Al límite

Aquel fue otro estrepitoso día.
Desperté sobresaltado veinte minutos más tarde de lo habitual, -¡horror no sonó la alarma del despertador!. Tomé una ducha rápida de agua fría para despejarme y un calentísimo café. El amanecer radiante predecía un caluroso y sofocante día.
Salí a toda prisa hacia la oficina, normalmente el tiempo del trayecto es de cuarenta minutos en coche, hoy lo intentaré hacer en treinta y cinco.

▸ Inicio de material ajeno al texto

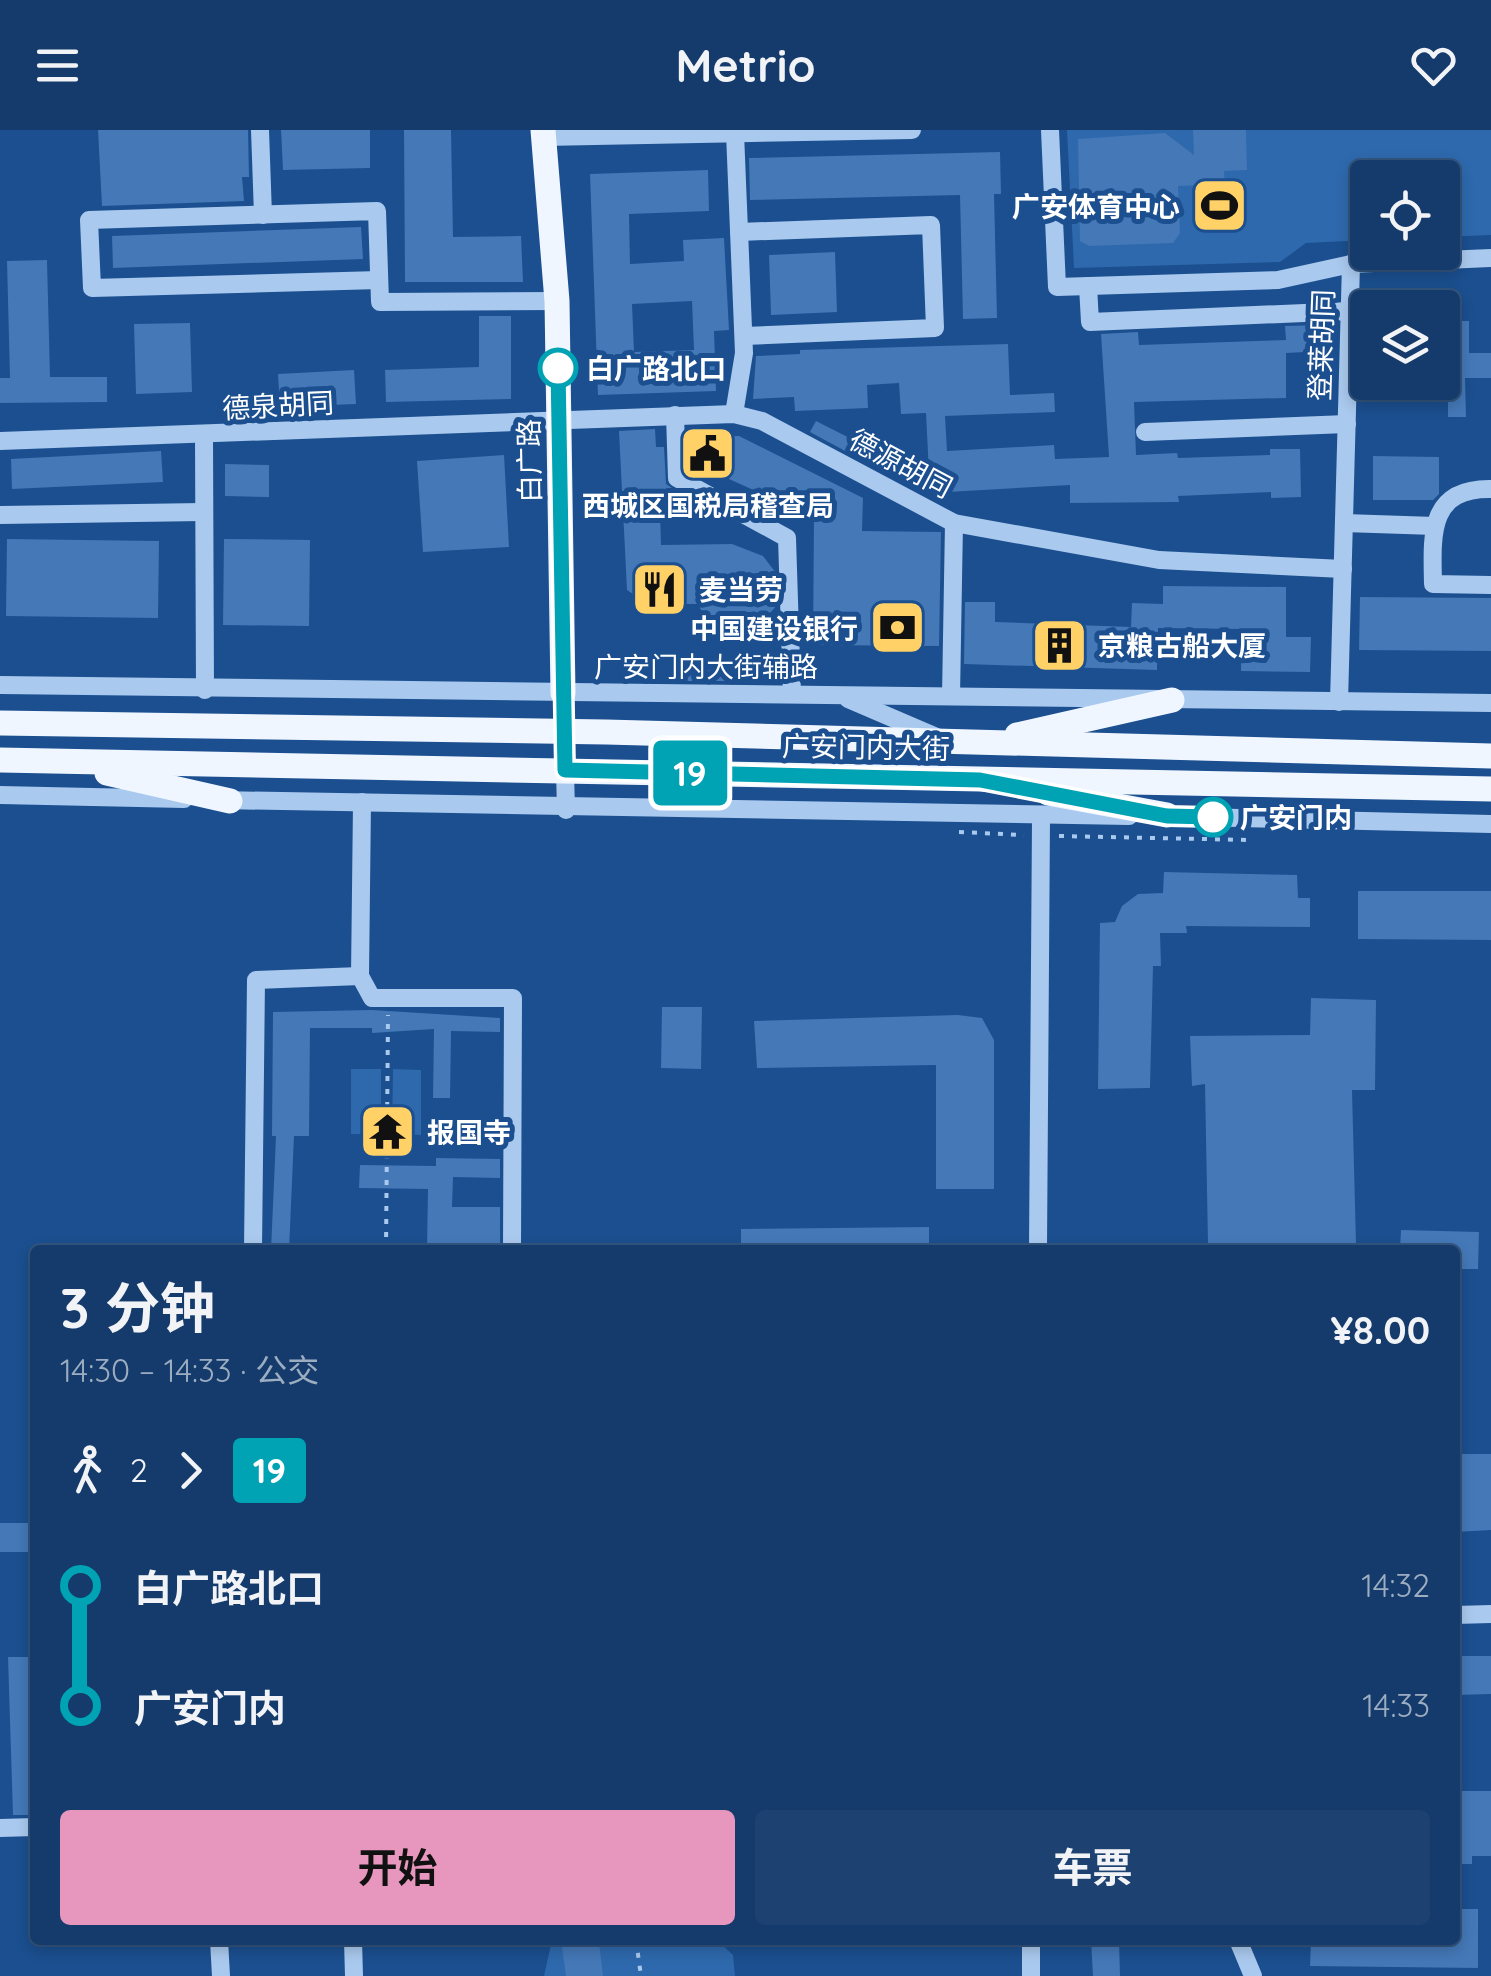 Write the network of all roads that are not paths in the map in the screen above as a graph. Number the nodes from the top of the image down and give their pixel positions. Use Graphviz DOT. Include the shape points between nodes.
graph roads {
  1 [pos="260,130"];
  2 [pos="912,130"];
  3 [pos="1050,130"];
  4 [pos="735,133"];
  5 [pos="543,134"];
  6 [pos="263,214"];
  7 [pos="739,232"];
  8 [pos="1491,258"];
  9 [pos="1460,259"];
  10 [pos="1350,264"];
  11 [pos="379,280"];
  12 [pos="1088,286"];
  13 [pos="557,301"];
  14 [pos="1350,311"];
  15 [pos="744,336"];
  16 [pos="734,414"];
  17 [pos="675,416"];
  18 [pos="559,419"];
  19 [pos="1347,424"];
  20 [pos="1145,432"];
  21 [pos="204,437"];
  22 [pos="0,441"];
  23 [pos="1491,489"];
  24 [pos="204,512"];
  25 [pos="0,515"];
  26 [pos="954,522"];
  27 [pos="1344,523"];
  28 [pos="1434,526"];
  29 [pos="1342,568"];
  30 [pos="1491,585"];
  31 [pos="0,685"];
  32 [pos="204,690"];
  33 [pos="562,694"];
  34 [pos="792,694"];
  35 [pos="834,694"];
  36 [pos="950,696"];
  37 [pos="1172,700"];
  38 [pos="1339,702"];
  39 [pos="1491,703"];
  40 [pos="0,723"];
  41 [pos="563,732"];
  42 [pos="948,742"];
  43 [pos="978,744"];
  44 [pos="1491,756"];
  45 [pos="0,760"];
  46 [pos="54,761"];
  47 [pos="565,770"];
  48 [pos="980,780"];
  49 [pos="1491,789"];
  50 [pos="0,795"];
  51 [pos="230,800"];
  52 [pos="362,802"];
  53 [pos="566,810"];
  54 [pos="1167,816"];
  55 [pos="1041,818"];
  56 [pos="1491,824"];
  57 [pos="360,976"];
  58 [pos="252,1245"];
  59 [pos="512,1245"];
  60 [pos="1038,1245"];
  61 [pos="1460,1614"];
  62 [pos="1491,1614"];
  63 [pos="30,1827"];
  64 [pos="0,1828"];
  65 [pos="220,1945"];
  66 [pos="353,1945"];
  67 [pos="1032,1945"];
  68 [pos="1240,1945"];
  69 [pos="221,1976"];
  70 [pos="354,1976"];
  71 [pos="1031,1976"];
  72 [pos="1253,1976"];
  1 -- 6 [label="street"];
  2 -- 4 [label="street"];
  3 -- 12 [label="street" via="1057,287"];
  4 -- 5 [label="street"];
  4 -- 7 [label="street"];
  5 -- 13 [label="main road, 白广路"];
  6 -- 11 [label="street" via="376,211"];
  6 -- 11 [label="street" via="89,220 92,288"];
  7 -- 15 [label="street"];
  7 -- 15 [label="street" via="931,225 935,328"];
  8 -- 9 [label="street"];
  10 -- 12 [label="street, 登莱胡同" via="1278,280"];
  11 -- 13 [label="street" via="380,302"];
  12 -- 14 [label="street" via="1090,322"];
  13 -- 18 [label="main road, 白广路"];
  14 -- 19 [label="street, 登莱胡同"];
  15 -- 16 [label="street"];
  16 -- 17 [label="street, 德源胡同"];
  16 -- 26 [label="street, 德源胡同" via="762,420"];
  17 -- 18 [label="street, 德源胡同"];
  17 -- 34 [label="street" via="677,478 787,538"];
  18 -- 21 [label="street, 德泉胡同"];
  18 -- 33 [label="main road, 白广路"];
  19 -- 20 [label="street"];
  19 -- 27 [label="street, 登莱胡同"];
  21 -- 22 [label="street, 德泉胡同"];
  21 -- 24 [label="street"];
  23 -- 28 [label="street" via="1467,488 1440,510"];
  24 -- 25 [label="street"];
  24 -- 32 [label="street"];
  26 -- 29 [label="street, 德源胡同" via="1159,560"];
  26 -- 36 [label="street"];
  27 -- 28 [label="street"];
  27 -- 29 [label="street, 登莱胡同"];
  28 -- 30 [label="street" via="1433,584"];
  29 -- 38 [label="street, 登莱胡同"];
  31 -- 32 [label="street, 广安门内大街辅路"];
  32 -- 33 [label="street, 广安门内大街辅路"];
  33 -- 34 [label="street, 广安门内大街辅路"];
  33 -- 41 [label="street, 白广路"];
  34 -- 35 [label="street, 广安门内大街辅路"];
  35 -- 36 [label="street, 广安门内大街辅路"];
  35 -- 42 [label="street, 广安门内大街"];
  36 -- 37 [label="street, 广安门内大街辅路"];
  37 -- 38 [label="street"];
  37 -- 43 [label="main road"];
  38 -- 39 [label="street"];
  40 -- 41 [label="main road, 广安门内大街"];
  41 -- 42 [label="main road, 广安门内大街"];
  41 -- 47 [label="street, 白广路"];
  42 -- 43 [label="main road, 广安门内大街"];
  43 -- 44 [label="main road, 广安门内大街"];
  45 -- 46 [label="main road, 广安门内大街"];
  46 -- 47 [label="main road, 广安门内大街"];
  46 -- 51 [label="main road"];
  47 -- 48 [label="main road, 广安门内大街"];
  47 -- 53 [label="street, 白广路"];
  48 -- 49 [label="main road, 广安门内大街"];
  48 -- 54 [label="main road"];
  50 -- 51 [label="street"];
  51 -- 52 [label="street"];
  52 -- 53 [label="street"];
  52 -- 57 [label="street"];
  53 -- 55 [label="street"];
  54 -- 55 [label="street"];
  54 -- 56 [label="street"];
  55 -- 60 [label="street"];
  57 -- 58 [label="street" via="256,980"];
  57 -- 59 [label="street" via="372,998 513,998"];
  61 -- 62 [label="street"];
  63 -- 64 [label="street"];
  65 -- 69 [label="street"];
  66 -- 70 [label="street"];
  67 -- 71 [label="street"];
  68 -- 72 [label="street"];
}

Noté como el corazón se aceleraba, el estómago se estremecía y mi espalda totalmente contracturada, la tensión era tal que pensé que estallaría.
El tráfico era el habitual, -¡ pero por Dios porqué todos los semáforos están en rojo!…. Al menos la reunión estaba prevista para las nueve y toda la documentación estaba organizada y preparada.
No pasa nada Nacho, me decía a mí mismo para tranquilizarme, sólo te retrasas unos minutos, nada más va a fallar hoy.
Sólo quedaban unos diez minutos de trayecto, ¡genial! pensé y puse esa cara de felicidad que no se puede disimular, estaba nervioso y excitado, de pronto sonó el móvil, era mi jefe, estaba malhumorado, preguntaba, preguntaba y preguntaba…¿Por qué no has llegado todavía?, ¿tienes todo preparado para la exposición del proyecto?, ¿dónde has guardado los informes?...
Colgué sin contestar, agobiado y abrumado, sentí que el corazón se disparaba y el estómago se estrangulaba, enfurecí, mis ojos se salían de sus órbitas, por alguna extraña causa mi cuerpo llegó a un límite sin control. Aparqué el coche como pude y sin apenas poder caminar me dirigí a la oficina. De camino, mi cuerpo se comportaba de manera extraña, sentía cómo mi ser salía de mí a gran velocidad y volvía haciéndome caer al suelo del impacto. Tenía tanta energía acumulada que buscaba salidas para expandirse y liberarse, se creó en torno a mí una espiral de campo energético con ondas de mayor y menor nivel de energía en diferentes sentidos y con un promedio de distancia que aumentaba y disminuía sin control.
Paralizado en el presente todo daba vueltas, viví el futuro dos horas más allá del minuto en el que me encontraba, perdido en el limbo sin poder parar de correr hasta que volví a mi ser y sentir que tenía cuerpo.
Un cuerpo agotado por la sobrexcitación, me temblaban las piernas y caí al suelo de nuevo.
Mis compañeros me miraban alucinados, y asustados o preocupados llamaron al 112. El pronóstico fue el esperado un caso más de agobio por stress.